#### [How to complete this task]
Only the pictures are to be left out, and the rest of the entries should be reproduced exactly.

(Records from a dataset)
........

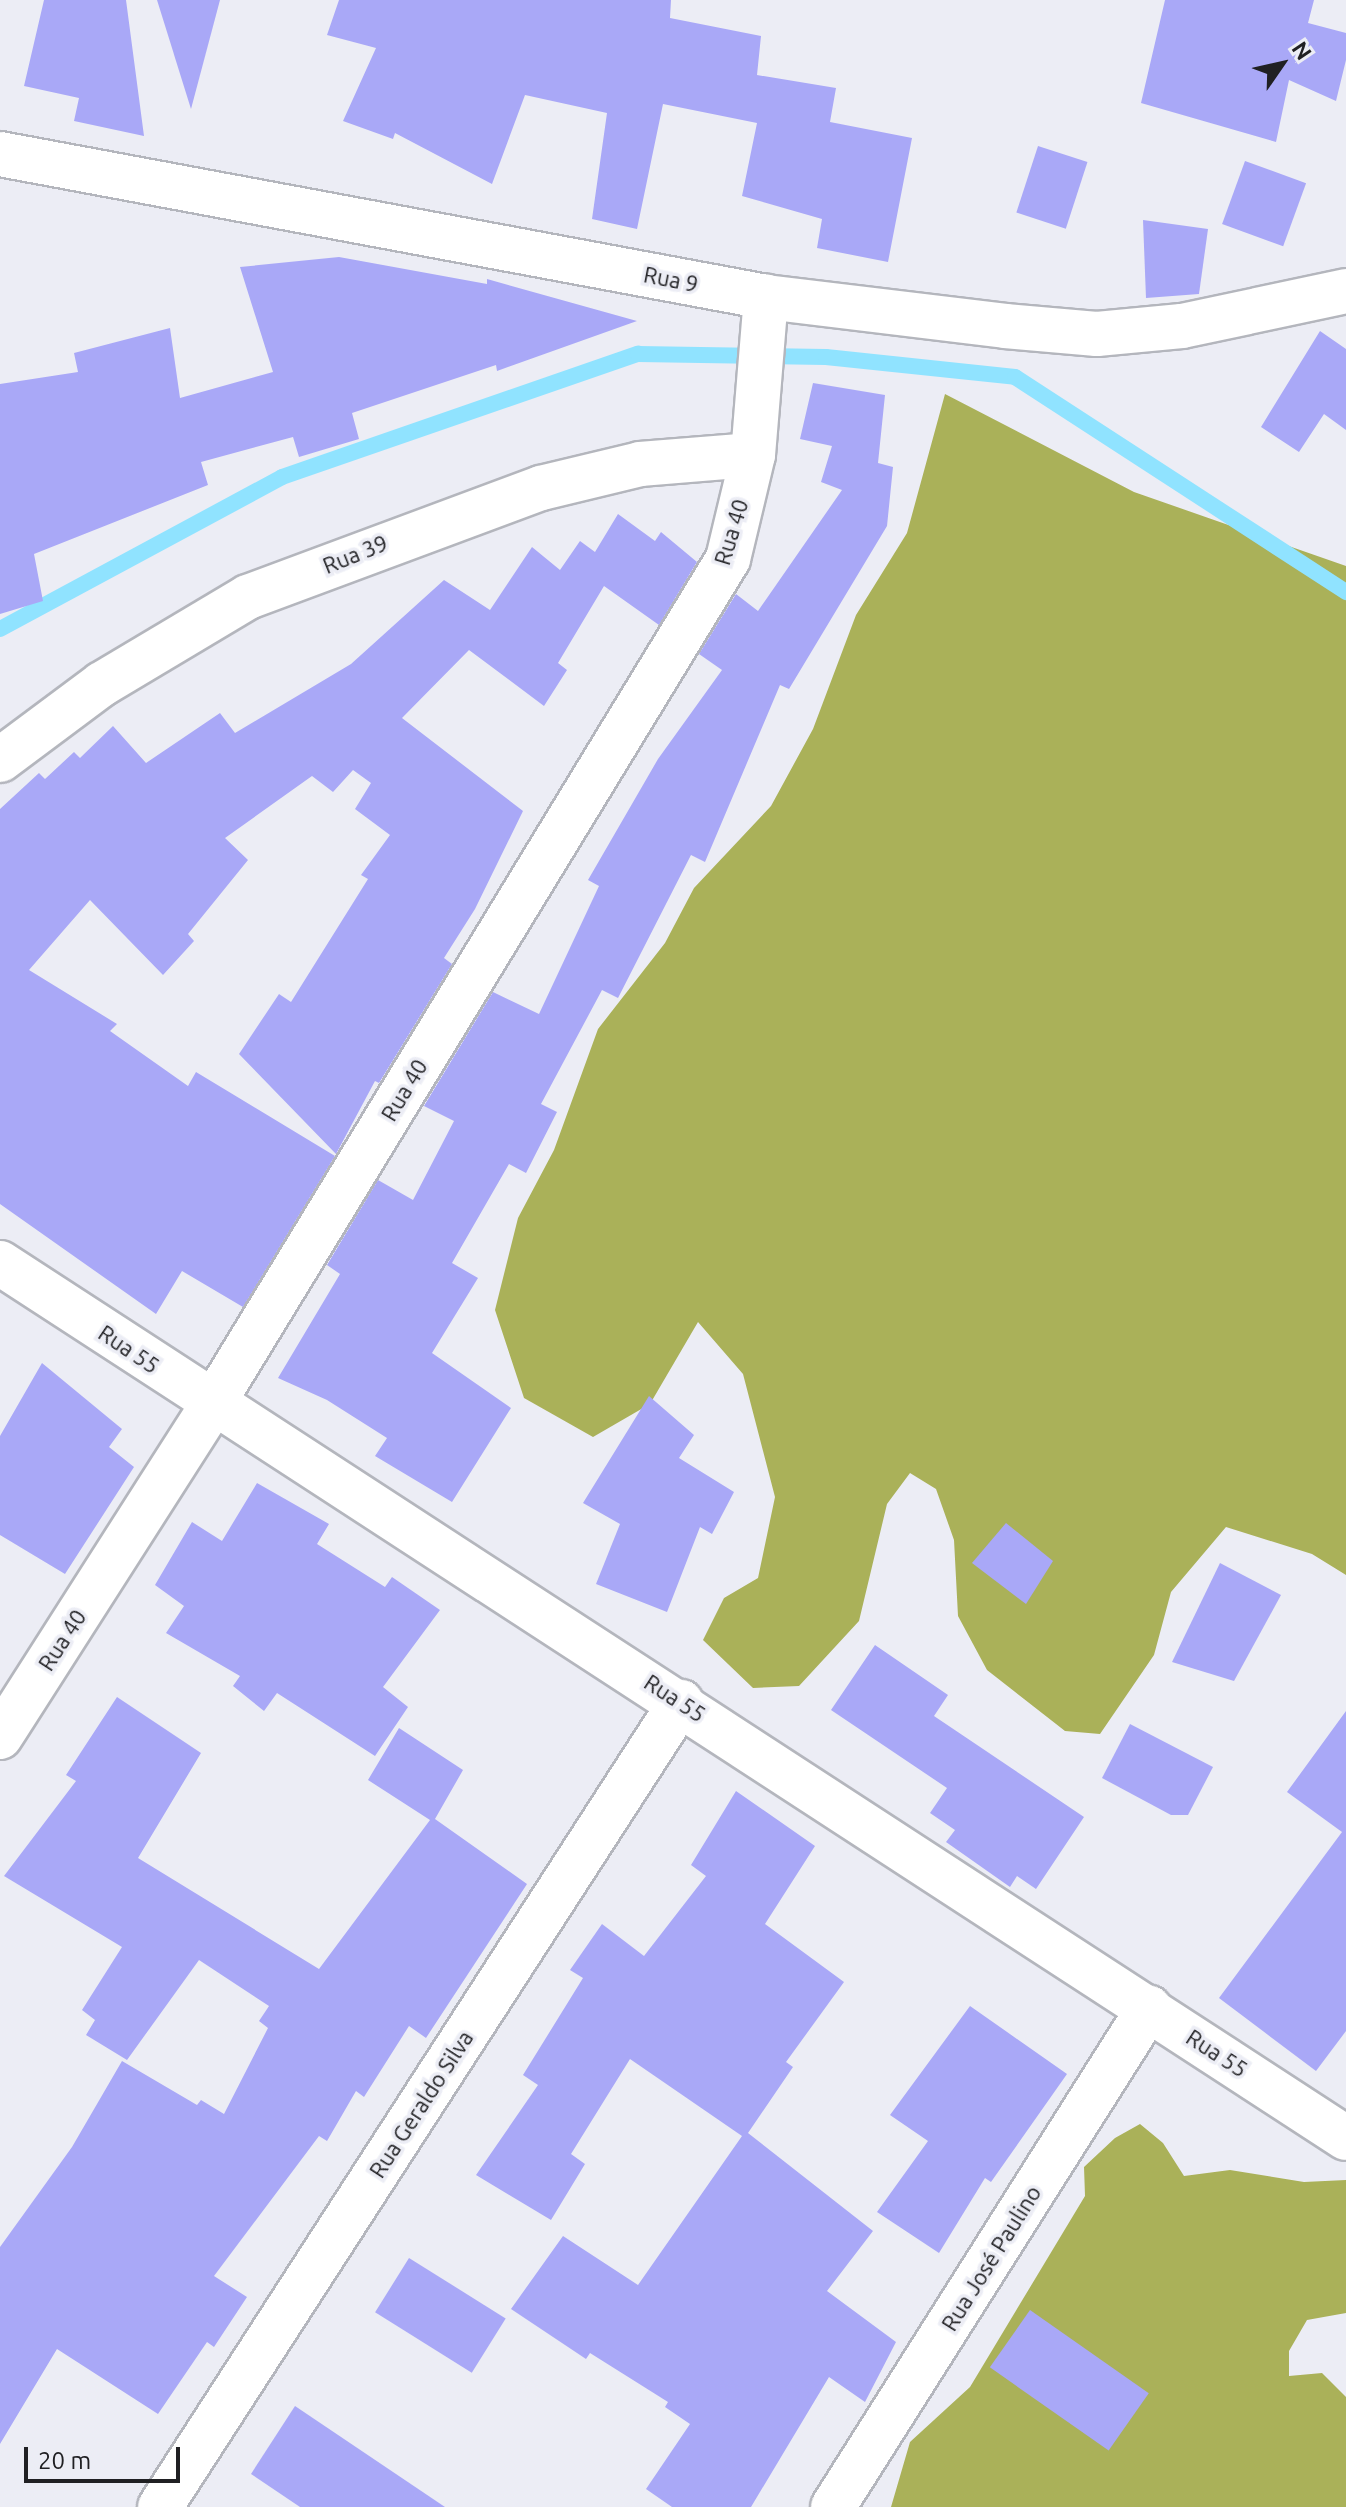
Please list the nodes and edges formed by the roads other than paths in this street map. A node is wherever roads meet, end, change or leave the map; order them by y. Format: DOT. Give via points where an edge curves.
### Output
graph roads {
  1 [pos="0,154"];
  2 [pos="1346,291"];
  3 [pos="766,297"];
  4 [pos="754,438"];
  5 [pos="0,760"];
  6 [pos="0,1263"];
  7 [pos="212,1405"];
  8 [pos="681,1702"];
  9 [pos="0,1737"];
  10 [pos="1149,2008"];
  11 [pos="1346,2138"];
  12 [pos="160,2507"];
  13 [pos="833,2507"];
  1 -- 3 [label="street, Rua 9"];
  2 -- 3 [label="street, Rua 9" via="1182,326 1097,334"];
  3 -- 4 [label="street, Rua 40"];
  4 -- 5 [label="street, Rua 39" via="541,488 248,597 102,684"];
  4 -- 7 [label="street, Rua 40" via="728,559"];
  6 -- 7 [label="street, Rua 55"];
  7 -- 8 [label="street, Rua 55"];
  7 -- 9 [label="street, Rua 40"];
  8 -- 10 [label="street, Rua 55"];
  8 -- 12 [label="street, Rua Geraldo Silva"];
  10 -- 11 [label="street, Rua 55"];
  10 -- 13 [label="street, Rua José Paulino"];
}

........

#### [Task answer]
Please list the nodes and edges formed by the roads other than paths in this street map. A node is wherever roads meet, end, change or leave the map; order them by y. Format: DOT. Give via points where an edge curves.
### Output
graph roads {
  1 [pos="0,154"];
  2 [pos="1346,291"];
  3 [pos="766,297"];
  4 [pos="754,438"];
  5 [pos="0,760"];
  6 [pos="0,1263"];
  7 [pos="212,1405"];
  8 [pos="681,1702"];
  9 [pos="0,1737"];
  10 [pos="1149,2008"];
  11 [pos="1346,2138"];
  12 [pos="160,2507"];
  13 [pos="833,2507"];
  1 -- 3 [label="street, Rua 9"];
  2 -- 3 [label="street, Rua 9" via="1182,326 1097,334"];
  3 -- 4 [label="street, Rua 40"];
  4 -- 5 [label="street, Rua 39" via="541,488 248,597 102,684"];
  4 -- 7 [label="street, Rua 40" via="728,559"];
  6 -- 7 [label="street, Rua 55"];
  7 -- 8 [label="street, Rua 55"];
  7 -- 9 [label="street, Rua 40"];
  8 -- 10 [label="street, Rua 55"];
  8 -- 12 [label="street, Rua Geraldo Silva"];
  10 -- 11 [label="street, Rua 55"];
  10 -- 13 [label="street, Rua José Paulino"];
}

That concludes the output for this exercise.